## Exercise requirements
State how many lines below hold the word "roads". Give that number and no other text.

[Collected data]
◇ ◇ ◇

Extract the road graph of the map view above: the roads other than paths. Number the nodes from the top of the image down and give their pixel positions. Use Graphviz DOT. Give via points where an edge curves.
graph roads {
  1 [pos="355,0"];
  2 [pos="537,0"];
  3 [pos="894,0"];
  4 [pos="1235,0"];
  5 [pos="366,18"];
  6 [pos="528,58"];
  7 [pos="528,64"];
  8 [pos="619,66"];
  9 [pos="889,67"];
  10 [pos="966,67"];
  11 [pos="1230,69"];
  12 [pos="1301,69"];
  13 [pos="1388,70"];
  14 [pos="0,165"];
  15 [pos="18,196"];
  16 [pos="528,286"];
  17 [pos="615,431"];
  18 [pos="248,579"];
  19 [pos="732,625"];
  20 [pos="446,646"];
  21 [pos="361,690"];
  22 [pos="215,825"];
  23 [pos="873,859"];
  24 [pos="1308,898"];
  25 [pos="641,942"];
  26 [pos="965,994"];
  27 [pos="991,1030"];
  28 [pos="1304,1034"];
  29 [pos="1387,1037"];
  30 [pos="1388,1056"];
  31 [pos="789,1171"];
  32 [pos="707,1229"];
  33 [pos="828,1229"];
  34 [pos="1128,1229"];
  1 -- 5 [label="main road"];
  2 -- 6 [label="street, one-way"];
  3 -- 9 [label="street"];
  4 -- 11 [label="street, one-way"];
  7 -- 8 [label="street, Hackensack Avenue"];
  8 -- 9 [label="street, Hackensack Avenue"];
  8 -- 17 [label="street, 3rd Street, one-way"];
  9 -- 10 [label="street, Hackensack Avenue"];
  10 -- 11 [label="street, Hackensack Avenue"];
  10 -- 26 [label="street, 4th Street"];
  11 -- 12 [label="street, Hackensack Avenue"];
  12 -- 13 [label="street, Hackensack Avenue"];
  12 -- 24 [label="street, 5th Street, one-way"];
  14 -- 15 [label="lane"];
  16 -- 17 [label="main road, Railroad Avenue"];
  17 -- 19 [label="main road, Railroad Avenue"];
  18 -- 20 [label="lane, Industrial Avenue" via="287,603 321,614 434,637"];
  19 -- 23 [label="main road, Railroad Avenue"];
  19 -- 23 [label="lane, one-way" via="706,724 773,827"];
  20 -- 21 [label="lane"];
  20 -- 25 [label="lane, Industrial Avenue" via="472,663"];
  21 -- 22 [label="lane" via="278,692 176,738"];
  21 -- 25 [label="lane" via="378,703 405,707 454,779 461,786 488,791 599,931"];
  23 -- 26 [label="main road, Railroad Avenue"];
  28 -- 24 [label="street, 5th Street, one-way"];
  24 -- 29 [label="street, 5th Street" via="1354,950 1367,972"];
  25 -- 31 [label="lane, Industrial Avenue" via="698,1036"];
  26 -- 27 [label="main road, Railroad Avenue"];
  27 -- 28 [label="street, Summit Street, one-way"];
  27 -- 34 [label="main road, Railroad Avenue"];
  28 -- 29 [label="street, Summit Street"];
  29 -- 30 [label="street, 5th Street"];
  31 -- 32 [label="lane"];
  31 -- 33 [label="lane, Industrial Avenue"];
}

◇ ◇ ◇

## Response area
2